- [Data extracts]
=-=-=
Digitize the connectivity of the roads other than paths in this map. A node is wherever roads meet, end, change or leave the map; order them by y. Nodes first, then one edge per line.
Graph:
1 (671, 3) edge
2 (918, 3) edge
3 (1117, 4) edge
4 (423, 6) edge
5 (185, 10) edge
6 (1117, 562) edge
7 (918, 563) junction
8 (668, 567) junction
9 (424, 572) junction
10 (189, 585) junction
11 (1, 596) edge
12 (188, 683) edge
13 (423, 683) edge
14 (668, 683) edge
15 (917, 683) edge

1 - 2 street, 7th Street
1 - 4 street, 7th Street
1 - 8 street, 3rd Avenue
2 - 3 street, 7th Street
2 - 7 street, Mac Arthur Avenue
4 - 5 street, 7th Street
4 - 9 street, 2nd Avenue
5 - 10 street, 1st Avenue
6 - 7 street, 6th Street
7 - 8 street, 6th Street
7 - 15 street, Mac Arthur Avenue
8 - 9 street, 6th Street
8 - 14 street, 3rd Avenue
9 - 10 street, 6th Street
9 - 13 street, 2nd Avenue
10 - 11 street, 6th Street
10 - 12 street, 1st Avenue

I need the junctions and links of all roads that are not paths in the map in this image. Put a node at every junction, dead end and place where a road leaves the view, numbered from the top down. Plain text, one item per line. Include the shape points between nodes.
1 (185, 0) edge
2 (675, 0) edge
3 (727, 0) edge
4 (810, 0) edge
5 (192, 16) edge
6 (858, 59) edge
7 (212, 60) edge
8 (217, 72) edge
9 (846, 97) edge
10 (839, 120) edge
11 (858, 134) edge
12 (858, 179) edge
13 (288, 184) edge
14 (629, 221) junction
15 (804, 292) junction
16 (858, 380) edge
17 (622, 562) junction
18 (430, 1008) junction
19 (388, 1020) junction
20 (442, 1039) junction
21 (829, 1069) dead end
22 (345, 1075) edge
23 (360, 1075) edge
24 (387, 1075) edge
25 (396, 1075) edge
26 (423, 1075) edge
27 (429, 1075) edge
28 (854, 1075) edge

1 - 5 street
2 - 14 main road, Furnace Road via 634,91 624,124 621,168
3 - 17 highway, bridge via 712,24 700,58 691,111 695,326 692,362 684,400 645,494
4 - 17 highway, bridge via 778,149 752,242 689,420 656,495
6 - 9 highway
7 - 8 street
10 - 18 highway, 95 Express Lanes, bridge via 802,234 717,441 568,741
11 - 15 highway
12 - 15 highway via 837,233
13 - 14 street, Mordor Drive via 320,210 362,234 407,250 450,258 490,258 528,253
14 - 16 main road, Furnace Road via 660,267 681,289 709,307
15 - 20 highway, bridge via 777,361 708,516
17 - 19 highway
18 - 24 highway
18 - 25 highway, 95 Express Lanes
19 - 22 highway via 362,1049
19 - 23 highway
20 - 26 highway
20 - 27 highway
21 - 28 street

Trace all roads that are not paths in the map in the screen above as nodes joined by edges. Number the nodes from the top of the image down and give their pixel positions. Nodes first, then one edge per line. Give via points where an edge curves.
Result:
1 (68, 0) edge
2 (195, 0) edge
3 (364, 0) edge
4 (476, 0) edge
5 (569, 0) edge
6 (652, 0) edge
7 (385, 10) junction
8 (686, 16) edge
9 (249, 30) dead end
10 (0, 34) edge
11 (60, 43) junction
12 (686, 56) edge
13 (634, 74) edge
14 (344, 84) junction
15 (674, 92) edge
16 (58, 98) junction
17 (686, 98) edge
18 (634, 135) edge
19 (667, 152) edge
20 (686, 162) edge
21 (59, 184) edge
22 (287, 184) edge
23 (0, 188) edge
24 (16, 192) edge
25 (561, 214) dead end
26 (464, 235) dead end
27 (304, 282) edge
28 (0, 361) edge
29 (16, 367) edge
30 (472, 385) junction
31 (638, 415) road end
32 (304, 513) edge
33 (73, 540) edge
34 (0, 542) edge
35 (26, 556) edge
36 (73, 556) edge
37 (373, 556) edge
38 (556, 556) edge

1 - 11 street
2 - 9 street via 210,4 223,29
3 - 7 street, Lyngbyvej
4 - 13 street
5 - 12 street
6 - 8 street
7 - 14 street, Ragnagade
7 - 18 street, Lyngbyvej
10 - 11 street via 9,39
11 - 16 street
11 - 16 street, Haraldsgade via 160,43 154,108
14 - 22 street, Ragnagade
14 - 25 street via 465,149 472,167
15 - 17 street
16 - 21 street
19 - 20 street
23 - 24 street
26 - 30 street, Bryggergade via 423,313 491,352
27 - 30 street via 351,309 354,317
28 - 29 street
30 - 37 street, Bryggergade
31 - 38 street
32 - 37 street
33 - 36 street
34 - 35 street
=-=-=
- [Task details] A complete, exact copy of the material above is the expected answer.

- [Solution to this task]
Digitize the connectivity of the roads other than paths in this map. A node is wherever roads meet, end, change or leave the map; order them by y. Nodes first, then one edge per line.
Graph:
1 (671, 3) edge
2 (918, 3) edge
3 (1117, 4) edge
4 (423, 6) edge
5 (185, 10) edge
6 (1117, 562) edge
7 (918, 563) junction
8 (668, 567) junction
9 (424, 572) junction
10 (189, 585) junction
11 (1, 596) edge
12 (188, 683) edge
13 (423, 683) edge
14 (668, 683) edge
15 (917, 683) edge

1 - 2 street, 7th Street
1 - 4 street, 7th Street
1 - 8 street, 3rd Avenue
2 - 3 street, 7th Street
2 - 7 street, Mac Arthur Avenue
4 - 5 street, 7th Street
4 - 9 street, 2nd Avenue
5 - 10 street, 1st Avenue
6 - 7 street, 6th Street
7 - 8 street, 6th Street
7 - 15 street, Mac Arthur Avenue
8 - 9 street, 6th Street
8 - 14 street, 3rd Avenue
9 - 10 street, 6th Street
9 - 13 street, 2nd Avenue
10 - 11 street, 6th Street
10 - 12 street, 1st Avenue

I need the junctions and links of all roads that are not paths in the map in this image. Put a node at every junction, dead end and place where a road leaves the view, numbered from the top down. Plain text, one item per line. Include the shape points between nodes.
1 (185, 0) edge
2 (675, 0) edge
3 (727, 0) edge
4 (810, 0) edge
5 (192, 16) edge
6 (858, 59) edge
7 (212, 60) edge
8 (217, 72) edge
9 (846, 97) edge
10 (839, 120) edge
11 (858, 134) edge
12 (858, 179) edge
13 (288, 184) edge
14 (629, 221) junction
15 (804, 292) junction
16 (858, 380) edge
17 (622, 562) junction
18 (430, 1008) junction
19 (388, 1020) junction
20 (442, 1039) junction
21 (829, 1069) dead end
22 (345, 1075) edge
23 (360, 1075) edge
24 (387, 1075) edge
25 (396, 1075) edge
26 (423, 1075) edge
27 (429, 1075) edge
28 (854, 1075) edge

1 - 5 street
2 - 14 main road, Furnace Road via 634,91 624,124 621,168
3 - 17 highway, bridge via 712,24 700,58 691,111 695,326 692,362 684,400 645,494
4 - 17 highway, bridge via 778,149 752,242 689,420 656,495
6 - 9 highway
7 - 8 street
10 - 18 highway, 95 Express Lanes, bridge via 802,234 717,441 568,741
11 - 15 highway
12 - 15 highway via 837,233
13 - 14 street, Mordor Drive via 320,210 362,234 407,250 450,258 490,258 528,253
14 - 16 main road, Furnace Road via 660,267 681,289 709,307
15 - 20 highway, bridge via 777,361 708,516
17 - 19 highway
18 - 24 highway
18 - 25 highway, 95 Express Lanes
19 - 22 highway via 362,1049
19 - 23 highway
20 - 26 highway
20 - 27 highway
21 - 28 street

Trace all roads that are not paths in the map in the screen above as nodes joined by edges. Number the nodes from the top of the image down and give their pixel positions. Nodes first, then one edge per line. Give via points where an edge curves.
Result:
1 (68, 0) edge
2 (195, 0) edge
3 (364, 0) edge
4 (476, 0) edge
5 (569, 0) edge
6 (652, 0) edge
7 (385, 10) junction
8 (686, 16) edge
9 (249, 30) dead end
10 (0, 34) edge
11 (60, 43) junction
12 (686, 56) edge
13 (634, 74) edge
14 (344, 84) junction
15 (674, 92) edge
16 (58, 98) junction
17 (686, 98) edge
18 (634, 135) edge
19 (667, 152) edge
20 (686, 162) edge
21 (59, 184) edge
22 (287, 184) edge
23 (0, 188) edge
24 (16, 192) edge
25 (561, 214) dead end
26 (464, 235) dead end
27 (304, 282) edge
28 (0, 361) edge
29 (16, 367) edge
30 (472, 385) junction
31 (638, 415) road end
32 (304, 513) edge
33 (73, 540) edge
34 (0, 542) edge
35 (26, 556) edge
36 (73, 556) edge
37 (373, 556) edge
38 (556, 556) edge

1 - 11 street
2 - 9 street via 210,4 223,29
3 - 7 street, Lyngbyvej
4 - 13 street
5 - 12 street
6 - 8 street
7 - 14 street, Ragnagade
7 - 18 street, Lyngbyvej
10 - 11 street via 9,39
11 - 16 street
11 - 16 street, Haraldsgade via 160,43 154,108
14 - 22 street, Ragnagade
14 - 25 street via 465,149 472,167
15 - 17 street
16 - 21 street
19 - 20 street
23 - 24 street
26 - 30 street, Bryggergade via 423,313 491,352
27 - 30 street via 351,309 354,317
28 - 29 street
30 - 37 street, Bryggergade
31 - 38 street
32 - 37 street
33 - 36 street
34 - 35 street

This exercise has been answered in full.